ICE did not respond to requests for comment.
After ICE officers arrested Hugo, an officer walked over to the siblings in the car. Sandra asked him what was going to happen, and the officer covered the camera with his hand and said "We got to talk to him (Hugo) about that. He was resisting arrest right now."
"Yeah because you guys pulled him over for no reason," Sandra responded. "You guys are treating him like he's a criminal. He's not a criminal."
Hugo is detained at the Mesa Verde Detention Facility in Bakersfield, waiting for his bail hearing. Barreto said Hugo does have some possible pathways to legal residency.
In the meantime, Eduardo and Sandra are trying to stop reliving that Tuesday morning. But both said it’s been really difficult.
“I didn’t go to school for like, two days and I decided to go to distract myself, but it’s kind of hard,” Eduardo said. “It’s like a videotape replaying every time in my head, and that day that I went to school, I started getting headaches, and out of nowhere, I felt like throwing up.”
Sandra said she missed a week of school after her dad was detained.

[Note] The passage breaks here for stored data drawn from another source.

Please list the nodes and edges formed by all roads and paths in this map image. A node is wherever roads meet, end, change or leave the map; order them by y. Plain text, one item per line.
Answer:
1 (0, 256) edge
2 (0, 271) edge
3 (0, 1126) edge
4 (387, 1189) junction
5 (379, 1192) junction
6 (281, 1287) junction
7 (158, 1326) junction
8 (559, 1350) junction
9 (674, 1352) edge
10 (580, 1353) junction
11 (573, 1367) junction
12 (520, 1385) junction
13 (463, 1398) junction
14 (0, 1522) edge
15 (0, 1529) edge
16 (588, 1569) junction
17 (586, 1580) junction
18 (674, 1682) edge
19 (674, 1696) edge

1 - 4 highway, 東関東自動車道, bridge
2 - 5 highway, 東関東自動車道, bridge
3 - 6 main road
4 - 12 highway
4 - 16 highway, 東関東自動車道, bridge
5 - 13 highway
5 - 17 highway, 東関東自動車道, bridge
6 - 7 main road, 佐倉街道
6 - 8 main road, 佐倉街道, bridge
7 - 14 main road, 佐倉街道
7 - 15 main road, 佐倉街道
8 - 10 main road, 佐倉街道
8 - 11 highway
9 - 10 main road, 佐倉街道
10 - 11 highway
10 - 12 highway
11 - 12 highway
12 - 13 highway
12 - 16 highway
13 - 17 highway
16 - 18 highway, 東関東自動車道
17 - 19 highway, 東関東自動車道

“There are days that I feel confident going to school, but then there’s days where I feel like it’s not good for me to go to school,” she said. “I can’t keep on pretending that I’m really strong and that nothing’s happening, and that my dad didn’t get snatched away from me out of nowhere.”
But the siblings did show up to a Faith in the Valley meeting this week to plan a march to support keeping immigrant families together.
Ariana Martinez-Lott, a regional coordinator for the grassroots organization, asked the group of teens: “What is the world as we want it to look like? Why did we choose to be here today?”
“Immigrants shouldn’t be hiding in fear,” Sandra responded. “They should be able to have the same opportunities that every other citizen has.”
Sandra and her classmate Angela Sanchez sat together, holding hands. Angela said when situations like this happen, it makes the whole community fearful, and it’s affected her family too.
“I always thought Fresno was a safe place, but I was wrong because it happened to her dad, and I’m afraid it’s going to happen to my dad at any second,” Angela said. “Every time I go, like outside, I can’t, I’m afraid. I’m afraid that one day my dad is going to go missing.”
The march to support immigrant families will take place sometime in December.